After the biopsy, a pathologist will examine the kidney tissue under a microscope and stain it to see whether or not IgA deposits are present. If there is evidence of IgA buildup, this will solidify the diagnosis of IgA nephropathy. 

It's important to note that doctors do not necessarily perform a kidney biopsy on every person who has microscopic blood or protein in their urine.

Instead, if you have blood or protein in your urine, your doctor may monitor your urine and kidney function every six to twelve months or so.

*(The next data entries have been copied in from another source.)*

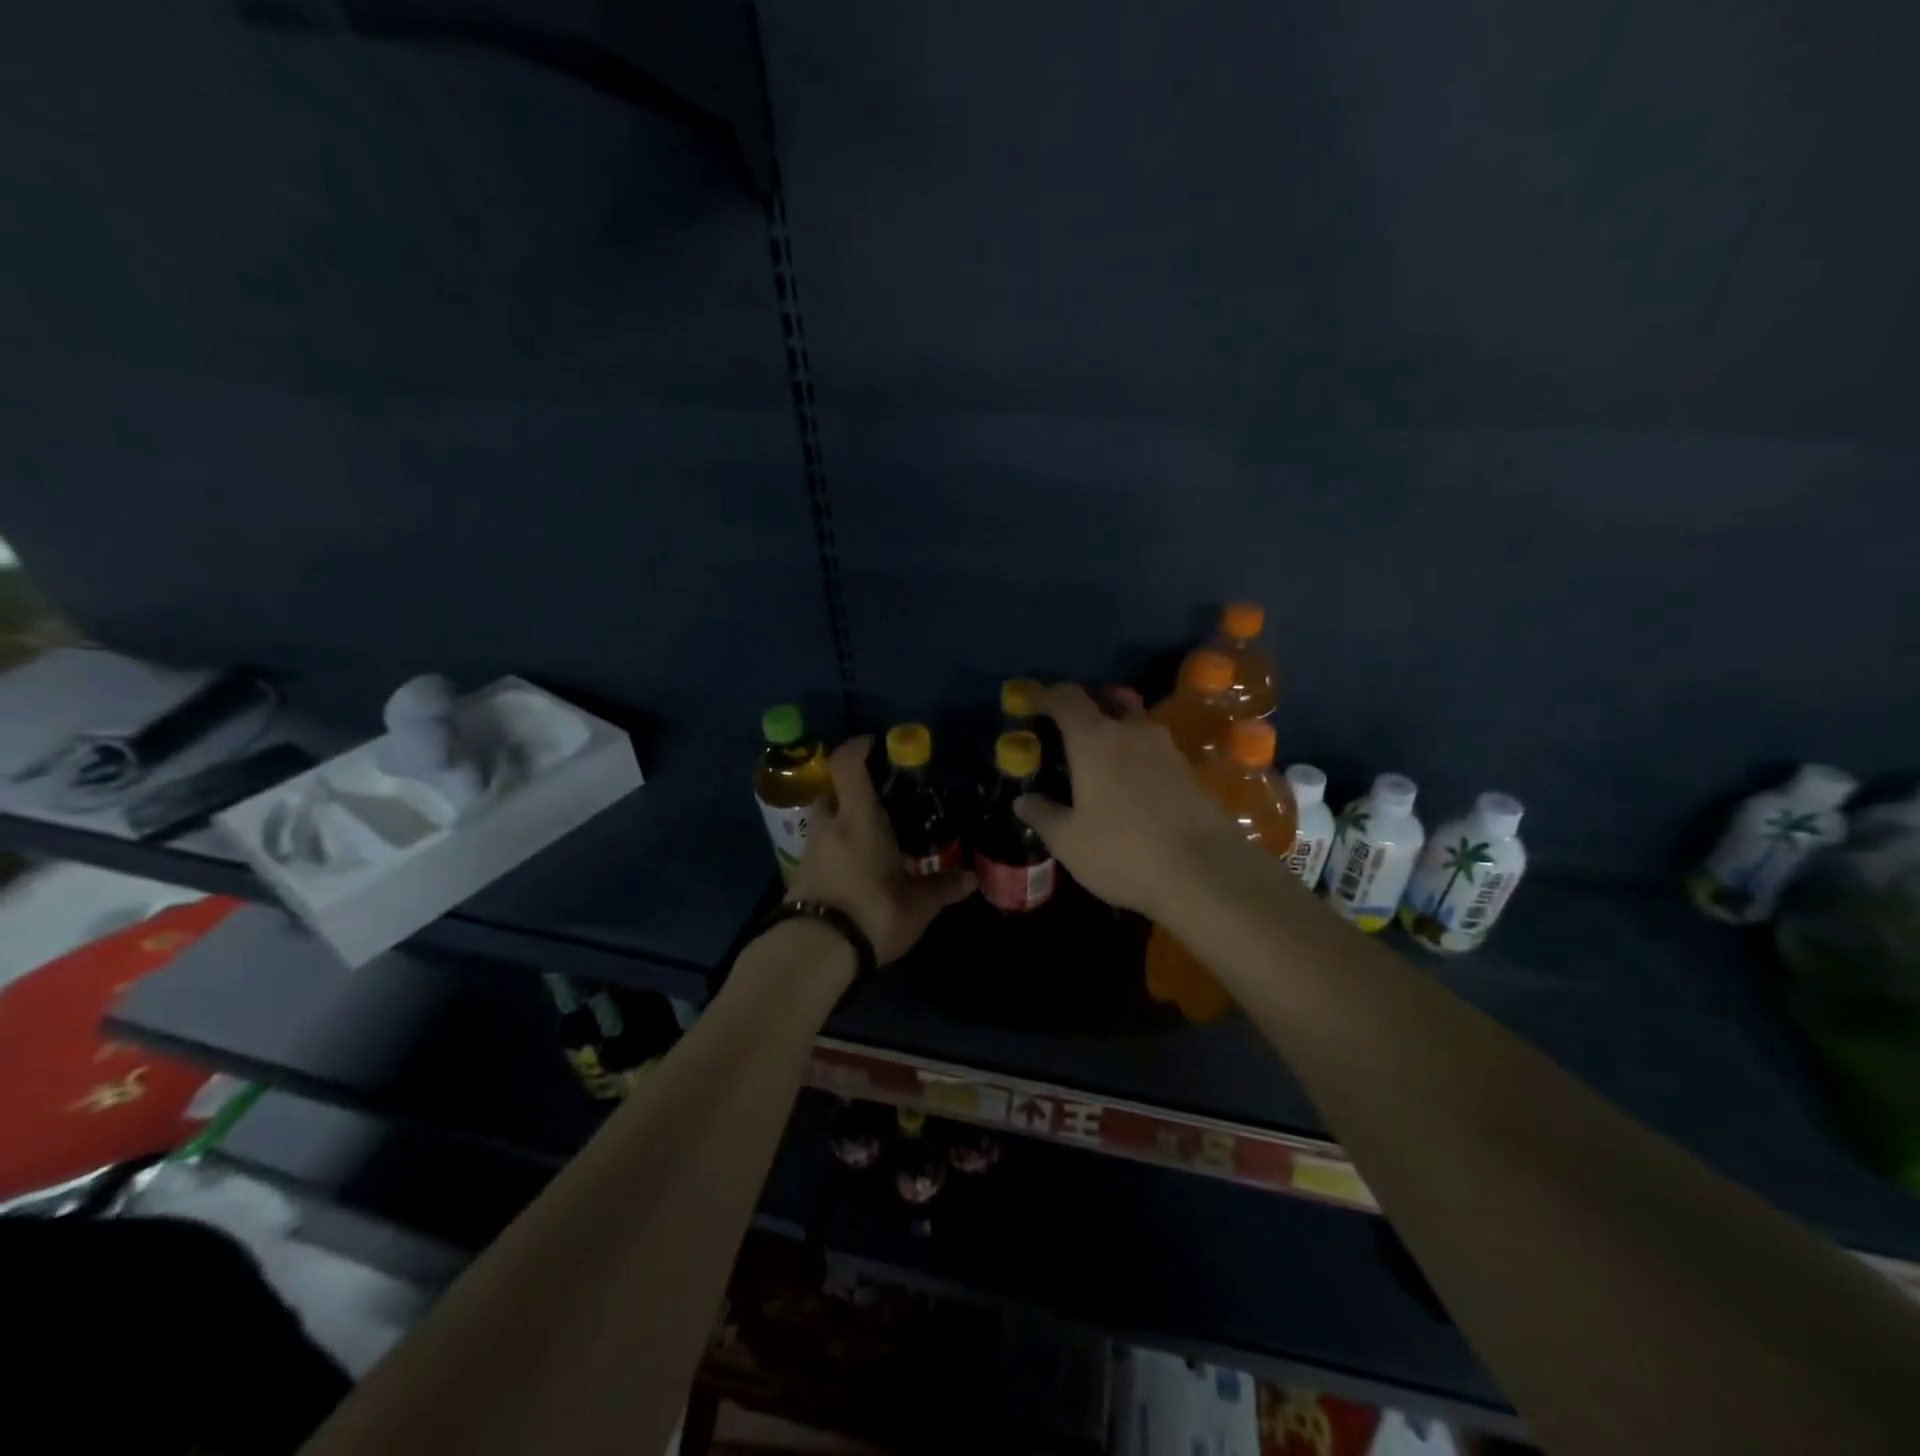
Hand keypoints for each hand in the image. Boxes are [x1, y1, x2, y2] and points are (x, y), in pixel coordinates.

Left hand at [788, 737, 974, 962]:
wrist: (815, 952)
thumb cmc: (873, 911)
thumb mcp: (917, 904)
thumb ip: (943, 888)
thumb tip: (972, 879)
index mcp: (858, 819)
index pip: (846, 766)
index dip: (856, 748)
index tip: (871, 744)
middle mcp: (829, 828)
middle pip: (828, 793)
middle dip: (845, 791)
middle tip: (872, 800)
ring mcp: (809, 854)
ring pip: (821, 824)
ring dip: (838, 824)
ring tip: (866, 840)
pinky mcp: (799, 880)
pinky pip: (818, 852)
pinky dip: (833, 853)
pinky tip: (853, 872)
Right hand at [1012, 683, 1232, 917]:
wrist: (1205, 873)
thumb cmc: (1123, 852)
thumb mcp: (1069, 841)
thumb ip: (1043, 815)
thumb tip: (1023, 800)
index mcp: (1094, 739)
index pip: (1066, 698)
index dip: (1046, 696)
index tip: (1032, 704)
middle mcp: (1132, 732)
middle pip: (1109, 700)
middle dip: (1088, 707)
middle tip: (1070, 732)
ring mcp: (1167, 749)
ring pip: (1136, 724)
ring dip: (1117, 731)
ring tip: (1101, 762)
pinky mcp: (1190, 772)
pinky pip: (1155, 751)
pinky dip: (1138, 757)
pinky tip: (1131, 788)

He may then perform a biopsy if your kidney function begins to decline (as evidenced by an elevated creatinine level on a blood test) or you begin to have increased amounts of protein loss in your urine.

Having high blood pressure may also be a reason why your doctor performs a kidney biopsy (if there is also blood and/or protein in the urine).

Treatment

In people diagnosed with IgA nephropathy, up to half will very slowly (over years to decades) develop end-stage kidney failure (called end-stage renal disease, or ESRD).

Depending on a number of factors related to your IgA nephropathy, your doctor may treat you with medications to slow down the progression of your kidney disease.

These medications include angiotensin-converting enzyme (ACE) inhibitors or angiotensin II receptor blockers (ARBs) to control your blood pressure. Fish oil dietary supplements are also usually recommended.

Your doctor may also treat the inflammation occurring with IgA nephropathy by giving you steroids like prednisone.

If you progress to end-stage kidney disease, you may be treated with dialysis or a kidney transplant.

While kidney transplant is an option, it's not considered a cure, as the IgA nephropathy can reoccur in the newly transplanted kidney.

A Word From Verywell

Whether you or a loved one has been diagnosed with IgA nephropathy, another kidney disease, or have been found to have blood and/or protein in your urine, be sure to follow up with your doctor as advised.

This remains especially true with IgA nephropathy, as it's very difficult for doctors to predict who will be OK and who will develop end-stage kidney disease.

Sources:

Cheung CK, Barratt J. (2017). Clinical presentation and diagnosis of IgA nephropathy. Glassock RJ, Fervenza FC, ed. UpToDate, Waltham, MA: UpToDate Inc.

National Institute of Diabetes and Digestive and Kidney Diseases.(2014). Your Kidneys and How They Work.

IgA Nephropathy Foundation of America. (n.d.). FAQs - What is IgA Nephropathy?

Wyatt RJ, Julian BA. IgA nephropathy. N Engl J Med. 2013 Jun 20;368(25):2402-14.